だからこの呪文の魔法結晶はかなり高額だが、迷宮中級者などは万一の時の事を考えて、この魔法結晶を持っている事が多い。

今回はエレノアがこの呪文の魔法結晶を作り、2階より下の階層の責任者たちには渡している。

それを使って、みんなが次々と迷宮の外へ出てくる。

最後に1階担当のペロンが歩いて出てきて、全員が揃う。

そこで俺が初日の仕事が終わった全員をねぎらう。


「皆さん、初日の作業お疲れ様でした。

明日もまたよろしくお願いします。

それでは今日はこれで解散です。

ありがとうございました!」


全員がうなずくと、それぞれ飛行魔法で町へ戻ったり、用意されていた馬車へ分かれて乗ると、街へと向かった。
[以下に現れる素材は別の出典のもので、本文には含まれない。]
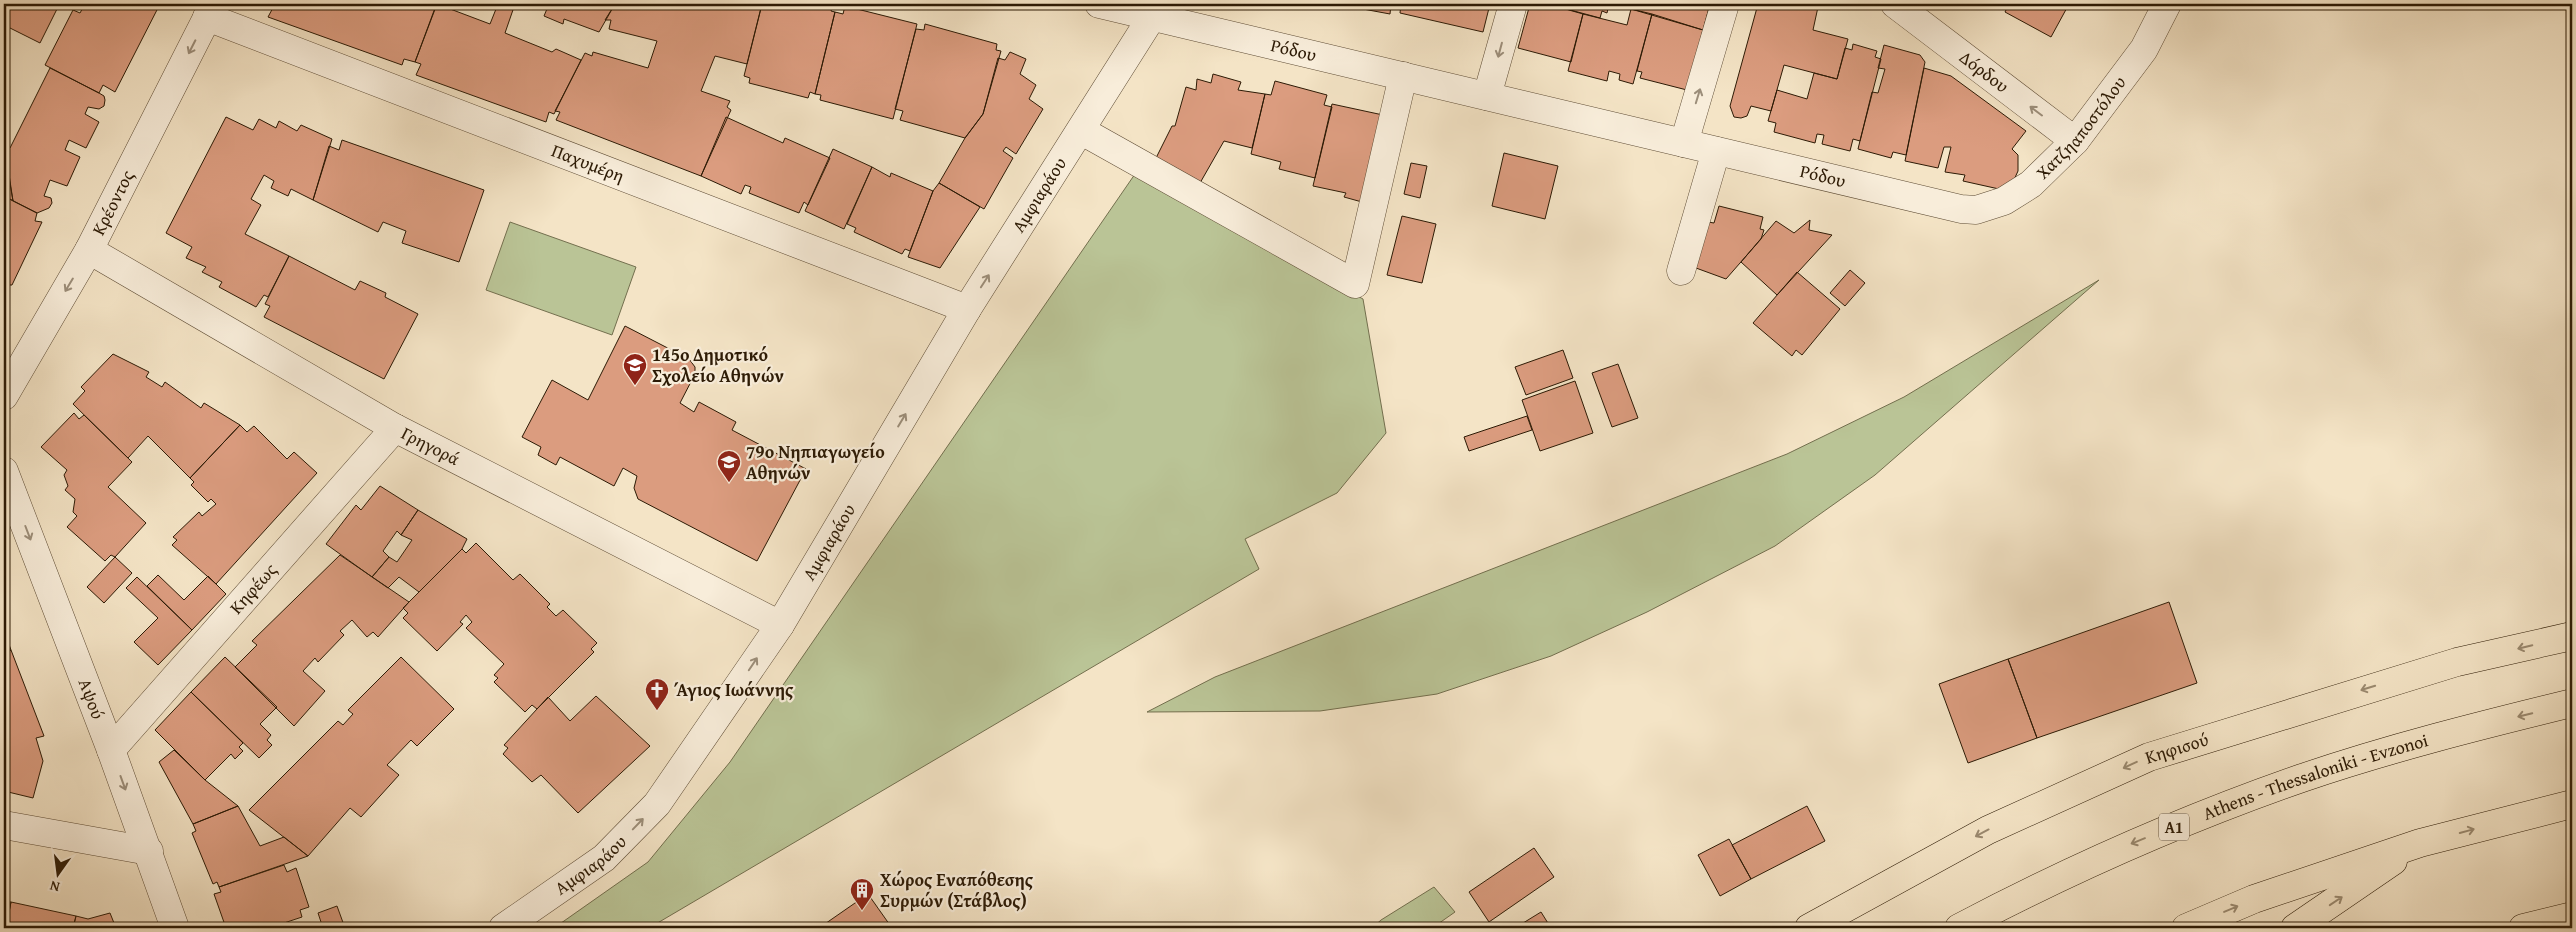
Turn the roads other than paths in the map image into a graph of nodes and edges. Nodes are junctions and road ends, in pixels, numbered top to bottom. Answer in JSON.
{"nodes":[{"id":1,"x":1099,"y":4,"type":"edge"},
{"id":2,"x":1513,"y":4,"type":"edge"},
{"id":3,"x":1725,"y":4,"type":"edge"},
{"id":4,"x":1895,"y":4,"type":"edge"},
{"id":5,"x":2166,"y":4,"type":"edge"},
{"id":6,"x":210,"y":10,"type":"edge"},
{"id":7,"x":1157,"y":10,"type":"edge"},
{"id":8,"x":1403,"y":76,"type":"junction"},
{"id":9,"x":1487,"y":96,"type":"junction"},
{"id":10,"x":1082,"y":131,"type":"junction"},
{"id":11,"x":2075,"y":141,"type":"junction"},
{"id":12,"x":1684,"y":142,"type":"junction"},
{"id":13,"x":1716,"y":151,"type":"junction"},
{"id":14,"x":1961,"y":208,"type":"joint"},
{"id":15,"x":90,"y":250,"type":"junction"},
{"id":16,"x":1681,"y":271,"type":"dead end"},
{"id":17,"x":967,"y":309,"type":"junction"},
{"id":18,"x":4,"y":396,"type":"edge"},
{"id":19,"x":395,"y":428,"type":"junction"},
{"id":20,"x":4,"y":471,"type":"edge"},
{"id":21,"x":780,"y":624,"type":"junction"},
{"id":22,"x":2572,"y":636,"type":"edge"},
{"id":23,"x":2572,"y":703,"type":"edge"},
{"id":24,"x":111,"y":750,"type":"junction"},
{"id":25,"x":2572,"y":804,"type":"edge"},
{"id":26,"x":4,"y":825,"type":"edge"},
{"id":27,"x":2420,"y":843,"type":"junction"},
{"id":28,"x":149,"y":852,"type":"junction"},
{"id":29,"x":2572,"y":916,"type":"edge"},
{"id":30,"x":2531,"y":927,"type":"edge"},
{"id":31,"x":175,"y":928,"type":"edge"},
{"id":32,"x":503,"y":928,"type":"edge"},
{"id":33,"x":1809,"y":928,"type":"edge"},
{"id":34,"x":1959,"y":928,"type":"edge"},
{"id":35,"x":2186,"y":928,"type":"edge"},
{"id":36,"x":2295,"y":928,"type":"edge"}],
"edges":[{"from":1,"to":7,"type":"street","name":"Ρόδου"},
{"from":2,"to":9,"type":"street","one_way":true},
{"from":12,"to":3,"type":"street","one_way":true},
{"from":11,"to":4,"type":"street","name":"Δόρδου","one_way":true},
{"from":5,"to":11,"type":"street","name":"Χατζηαποστόλου"},
{"from":6,"to":15,"type":"street","name":"Κρέοντος","one_way":true},
{"from":6,"to":17,"type":"street","name":"Παχυμέρη"},
{"from":7,"to":8,"type":"street","name":"Ρόδου"},
{"from":7,"to":10,"type":"street","name":"Αμφιαράου"},
{"from":8,"to":9,"type":"street","name":"Ρόδου"},
{"from":8,"to":10,"type":"street"},
{"from":9,"to":12,"type":"street","name":"Ρόδου"},
{"from":17,"to":10,"type":"street","name":"Αμφιαράου","one_way":true},
{"from":11,"to":14,"type":"street","name":"Χατζηαποστόλου"},
{"from":12,"to":13,"type":"street","name":"Ρόδου"},
{"from":13,"to":14,"type":"street","name":"Ρόδου"},
{"from":13,"to":16,"type":"street"},
{"from":15,"to":18,"type":"street","name":"Κρέοντος","one_way":true},
{"from":15,"to":19,"type":"street","name":"Γρηγορά"},
{"from":21,"to":17,"type":"street","name":"Αμφιαράου","one_way":true},
{"from":19,"to":21,"type":"street","name":"Γρηγορά"},
{"from":19,"to":24,"type":"street","name":"Κηφέως"},
{"from":20,"to":24,"type":"street","name":"Αψού","one_way":true},
{"from":32,"to":21,"type":"street","name":"Αμφιαράου","one_way":true},
{"from":22,"to":33,"type":"main road","name":"Κηφισού","one_way":true},
{"from":23,"to":34,"type":"main road","name":"Athens - Thessaloniki - Evzonoi","number":"Α1","one_way":true},
{"from":24,"to":28,"type":"street","name":"Αψού","one_way":true},
{"from":27,"to":25,"type":"main road","one_way":true},
{"from":26,"to":28,"type":"street"},
{"from":35,"to":27,"type":"main road","one_way":true},
{"from":36,"to":27,"type":"main road","one_way":true},
{"from":28,"to":31,"type":"street","name":"Αψού"},
{"from":29,"to":30,"type":"main road"}]}
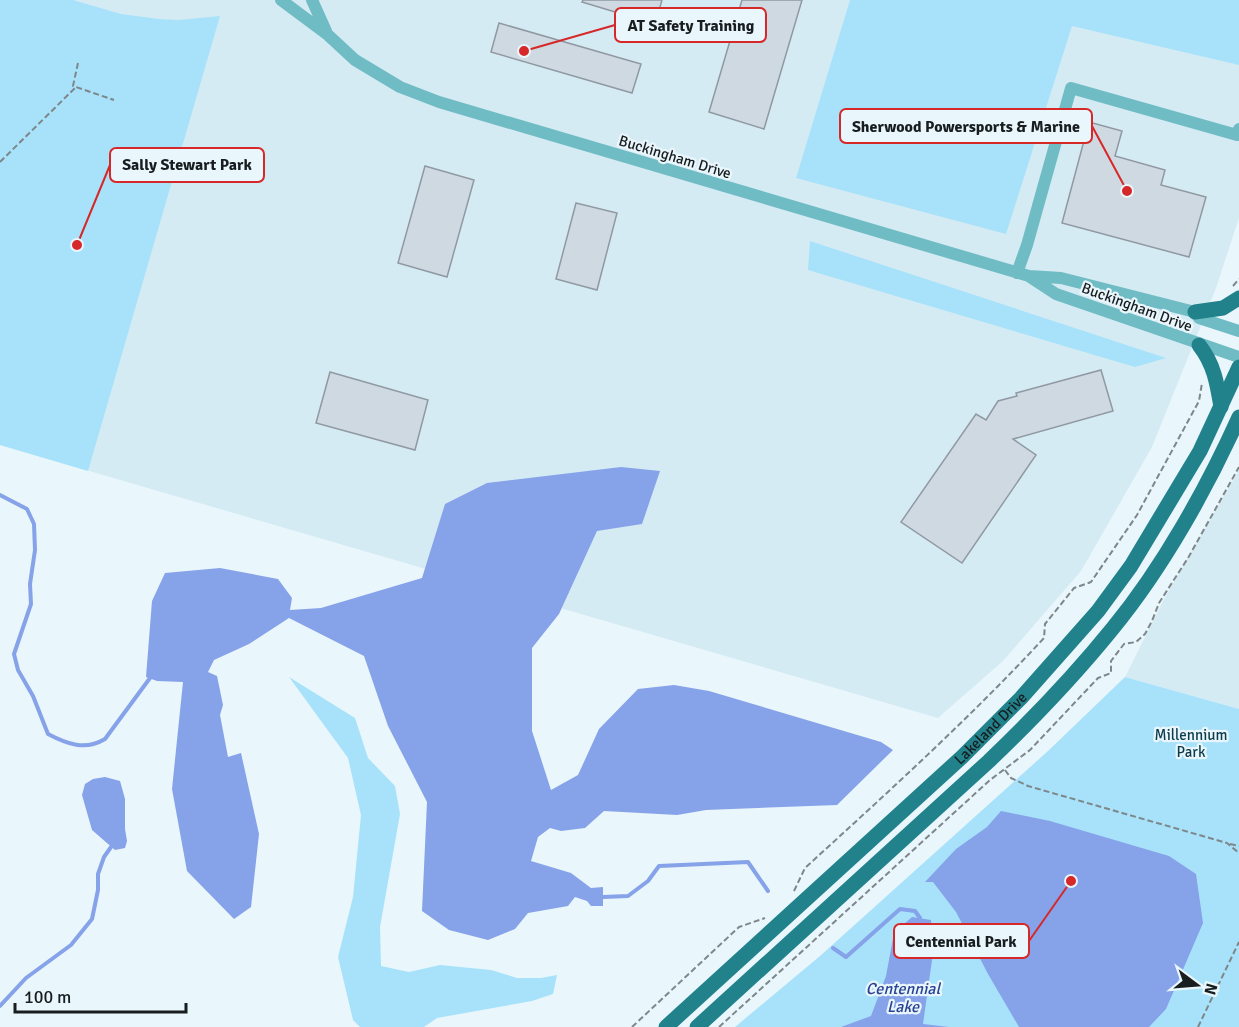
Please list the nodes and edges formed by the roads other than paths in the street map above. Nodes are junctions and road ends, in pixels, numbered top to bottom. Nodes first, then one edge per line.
1 (281, 0) edge
2 (312, 0) edge
3 (328, 35) junction
4 (1239, 129) edge
5 (1017, 273) junction
6 (1029, 276) junction
7 (1239, 298) edge
8 (1195, 312) junction
9 (1239, 331) edge
10 (1199, 345) junction
11 (1239, 357) edge
12 (1239, 367) edge
13 (1221, 407) junction
14 (1239, 417) edge
15 (666, 1027) edge
16 (697, 1027) edge

1 - 3 street, Buckingham Drive
2 - 3 street, Buckingham Drive
3 - 5 street, Buckingham Drive
4 - 5 street
5 - 6 street, Buckingham Drive
6 - 8 street, Buckingham Drive
6 - 10 street, Buckingham Drive
7 - 8 main road
8 - 9 street, Buckingham Drive
10 - 11 street, Buckingham Drive
10 - 13 main road
12 - 13 main road, Lakeland Drive
13 - 15 main road, Lakeland Drive
14 - 16 main road, Lakeland Drive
流石に俺も疲れたので、食事をしてエレノアやミルキィと一緒に風呂へ入る。

そして汚れた体を洗って、明日へ備えてグッスリと寝た。


次の日からは統括のエレノアと補佐のシルビアさんは各層を巡り、計画書の通り、指示を出していく。

エレノアが工事タロスに昨夜のうちに集中的に各階層の上下の穴を掘っておくように、指示しておいたので、俺たちが来る頃には、人間が通れるほどの穴が、既に貫通していた。

これで今日からは上下の移動を楽に可能だし、迷宮離脱呪文も必要なくなった。

今回の工事に関わっているほとんどの人間が浮遊呪文は使えるし、使えない人間も誰かに浮かせてもらえば良いからだ。

瓦礫の移動も竪穴からジャベックやタロスを使って、楽に外へ運べるようになった。

俺も昨日集めてあった瓦礫を竪穴を通して1階へと運ぶ。

その代わり、一階担当のシルビアさんはタロスをいくつも生成して各階から来た瓦礫の運搬に大忙しだ。


数日の内に徐々に各階層昇降機前の安全地帯の場所も出来上がっていく。

大体の場所が出来上がると、魔石などをつかって魔物に対する防御結界を張り、安全地帯の作成を始める。

安全地帯の場所が広がっていけば、俺たちの戦闘も少なくなり、仕事が楽になっていく。

安全地帯が完成する前に中に入ってくる魔物は各階層担当者とジャベックが倒す。

もちろん予想外の魔物などは出てこないので、各担当は十分に対応が出来る。

同時に竪穴の幅も広げていく。


日中は各担当者がいるが、夜は各ジャベックたちが担当する。

この作業をしている間はガルドたちジャベックは迷宮に入りっぱなしだ。

また、俺たちが引き上げる夜には、ポリーナの提案でポリーナ式針鋲を使って、安全地帯周辺にポリーナ式針鋲陣を張り、より効果的に魔物の進入を防いだ。


さらに数日経って安全地帯が確保できると、次はいよいよ本格的な竪穴掘削作業だ。

土木作業タロスたちが上下に穴を掘り、竪穴を広げていく。

各階層担当者は安全地帯の細かい部分を作っていく。

昇降機周辺の安全地帯を確かめ、壁の端などにヤスリをかけて、滑らかにする。

ある程度やっておけば、後は勝手に迷宮が自己修復をするだろう。


そして10日もすると、ついに予定の大きさの竪穴も完成する。

いよいよこの作業も最終段階だ。